▸ **Instructions for the task**:
Could you return every record below exactly as it stands, leaving out the pictures?

(Dataset entries)
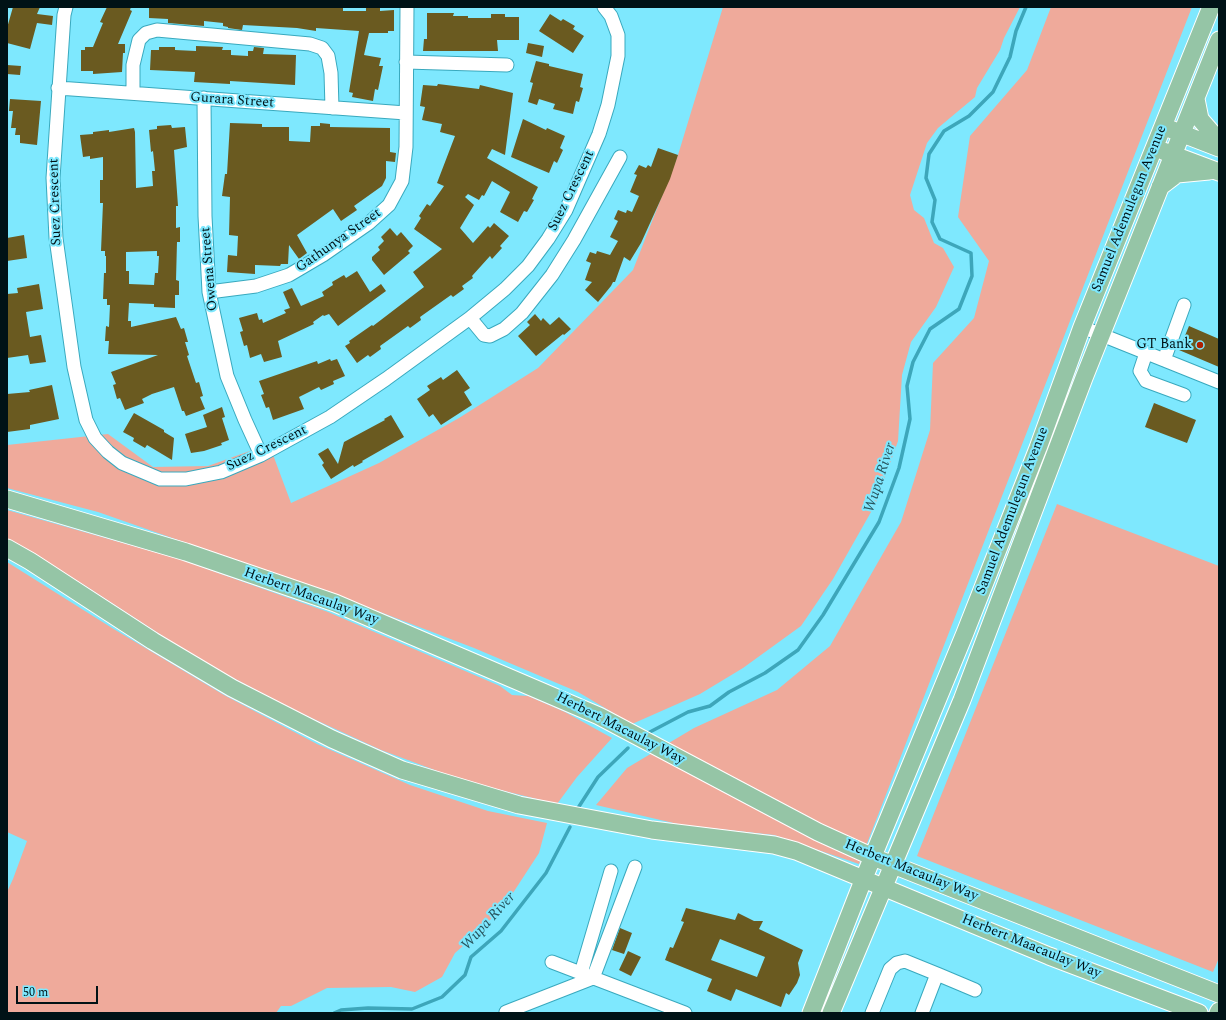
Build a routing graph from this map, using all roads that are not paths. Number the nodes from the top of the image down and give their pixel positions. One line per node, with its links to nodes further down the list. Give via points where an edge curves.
1 (66, 7): 8 (street, Suez Crescent)
2 (407, 7): 6 (street, Gathunya Street)
3 (604, 7): 25 (street, Suez Crescent, via 611,16 618,35 618,56 608,105 585,169 566,210 528,266)
4 (1210, 7): 14 (main road, Samuel Ademulegun Avenue)
5 (1219, 40): 11 (main road, Samuel Ademulegun Avenue)
6 (406, 62): 7 (street); 13 (street, Gathunya Street)
7 (507, 65)
8 (58, 88): 9 (street, Gurara Street); 32 (street, Suez Crescent, via 53,178 57,246 74,367 86,420 95,438 122,463 160,479 186,479 221,472)
9 (132, 93): 10 (street, Gurara Street); 12 (street, via 133,66 139,40 146,33 157,30 303,43 322,48 328,56 331,73)
10 (204, 98): 12 (street, Gurara Street); 23 (street, Owena Street, via 205,216)
11 (1196, 99): 15 (main road, Samuel Ademulegun Avenue); 16 (main road, via 1200,119)
12 (332, 108): 13 (street, Gurara Street)
13 (406, 113): 23 (street, Gathunya Street, via 402,181 389,205 363,227 289,275 256,286)
14 (1163, 127): 15 (main road); 17 (main road, Samuel Ademulegun Avenue)
15 (1182, 134): 18 (main road); 19 (main road, Samuel Ademulegun Avenue)
16 (1219, 141)
17 (1155, 148): 19 (main road); 26 (main road, Samuel Ademulegun Avenue)
18 (1219, 148)
19 (1173, 155): 21 (main road); 22 (main road, Samuel Ademulegun Avenue)
20 (620, 157): 25 (street, via 574,240 552,275 522,313 504,329 490,336 484,335)
21 (1216, 171): 22 (main road, via 1177,174)
22 (1158, 188): 27 (main road, Samuel Ademulegun Avenue)
23 (209, 292): 32 (street, Owena Street, via 227,376)
24 (1184, 305): 29 (street)
25 (470, 318): 32 (street, Suez Crescent, via 336,413)
26 (1082, 327): 27 (street); 35 (main road, Samuel Ademulegun Avenue, via 968,626)
27 (1101, 334): 28 (street); 36 (main road, Samuel Ademulegun Avenue, via 962,700)
28 (1146, 352): 29 (street); 31 (street, via 1140,371 1146,381)
29 (1164, 360): 30 (street)
30 (1219, 382)
31 (1184, 396)
32 (261, 455)
33 (7, 499): 35 (main road, Herbert Macaulay Way, via 186,552 335,603 599,716 818,832)
34 (7, 548): 39 (main road, Herbert Macaulay Way, via 153,642 232,688 332,739 402,770 519,805 652,830 774,845 819,859)
35 (873, 857): 36 (main road, Herbert Macaulay Way); 39 (main road, Samuel Ademulegun Avenue)
36 (894, 866): 40 (main road, Samuel Ademulegun Avenue); 46 (main road, Herbert Macaulay Way)
37 (635, 867): 44 (street)
38 (611, 871): 42 (street)
39 (864, 878): 40 (main road, Herbert Maacaulay Way); 49 (main road, Samuel Ademulegun Avenue)
40 (884, 886): 50 (main road, Samuel Ademulegun Avenue); 53 (main road, Herbert Maacaulay Way, via 1049,956)
41 (552, 962): 42 (street)
42 (581, 973): 44 (street)
43 (937, 974): 45 (street); 51 (street, via 905,961 897,963 890,969); 52 (street)
44 (593, 978): 47 (street); 48 (street)
45 (975, 990)
46 (1219, 994)
47 (506, 1012)
48 (685, 1013)
49 (811, 1013)
50 (831, 1013)
51 (872, 1013)
52 (922, 1013)
53 (1199, 1013)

▸ **Your solution**:
Build a routing graph from this map, using all roads that are not paths. Number the nodes from the top of the image down and give their pixel positions. One line per node, with its links to nodes further down the list. Give via points where an edge curves.
1 (66, 7): 8 (street, Suez Crescent)
2 (407, 7): 6 (street, Gathunya Street)
3 (604, 7): 25 (street, Suez Crescent, via 611,16 618,35 618,56 608,105 585,169 566,210 528,266)
4 (1210, 7): 14 (main road, Samuel Ademulegun Avenue)
5 (1219, 40): 11 (main road, Samuel Ademulegun Avenue)
6 (406, 62): 7 (street); 13 (street, Gathunya Street)
7 (507, 65)
8 (58, 88): 9 (street, Gurara Street); 32 (street, Suez Crescent, via 53,178 57,246 74,367 86,420 95,438 122,463 160,479 186,479 221,472)
9 (132, 93): 10 (street, Gurara Street); 12 (street, via 133,66 139,40 146,33 157,30 303,43 322,48 328,56 331,73)
10 (204, 98): 12 (street, Gurara Street); 23 (street, Owena Street, via 205,216)
11 (1196, 99): 15 (main road, Samuel Ademulegun Avenue); 16 (main road, via 1200,119)
12 (332, 108): 13 (street, Gurara Street)
13 (406, 113): 23 (street, Gathunya Street, via 402,181 389,205 363,227 289,275 256,286)
14 (1163, 127): 15 (main road); 17 (main road, Samuel Ademulegun Avenue)
15 (1182, 134): 18 (main road); 19 (main road, Samuel Ademulegun Avenue)
16 (1219, 141)
17 (1155, 148): 19 (main road); 26 (main road, Samuel Ademulegun Avenue)
18 (1219, 148)
19 (1173, 155): 21 (main road); 22 (main road, Samuel Ademulegun Avenue)
20 (620, 157): 25 (street, via 574,240 552,275 522,313 504,329 490,336 484,335)
21 (1216, 171): 22 (main road, via 1177,174)
22 (1158, 188): 27 (main road, Samuel Ademulegun Avenue)
23 (209, 292): 32 (street, Owena Street, via 227,376)
24 (1184, 305): 29 (street)
25 (470, 318): 32 (street, Suez Crescent, via 336,413)
26 (1082, 327): 27 (street); 35 (main road, Samuel Ademulegun Avenue, via 968,626)
27 (1101, 334): 28 (street); 36 (main road, Samuel Ademulegun Avenue, via 962,700)
28 (1146, 352): 29 (street); 31 (street, via 1140,371 1146,381)
29 (1164, 360): 30 (street)
30 (1219, 382)
31 (1184, 396)
32 (261, 455)
33 (7, 499): 35 (main road, Herbert Macaulay Way, via 186,552 335,603 599,716 818,832)
34 (7, 548): 39 (main road, Herbert Macaulay Way, via 153,642 232,688 332,739 402,770 519,805 652,830 774,845 819,859)
35 (873, 857): 36 (main road, Herbert Macaulay Way); 39 (main road, Samuel Ademulegun Avenue)
36 (894, 866): 40 (main road, Samuel Ademulegun Avenue); 46 (main road, Herbert Macaulay Way)
37 (635, 867): 44 (street)
38 (611, 871): 42 (street)
39 (864, 878): 40 (main road, Herbert Maacaulay Way); 49 (main road, Samuel Ademulegun Avenue)
40 (884, 886): 50 (main road, Samuel Ademulegun Avenue); 53 (main road, Herbert Maacaulay Way, via 1049,956)
41 (552, 962): 42 (street)
42 (581, 973): 44 (street)
43 (937, 974): 45 (street); 51 (street, via 905,961 897,963 890,969); 52 (street)
44 (593, 978): 47 (street); 48 (street)
45 (975, 990)
46 (1219, 994)
47 (506, 1012)
48 (685, 1013)
49 (811, 1013)
50 (831, 1013)
51 (872, 1013)
52 (922, 1013)
53 (1199, 1013)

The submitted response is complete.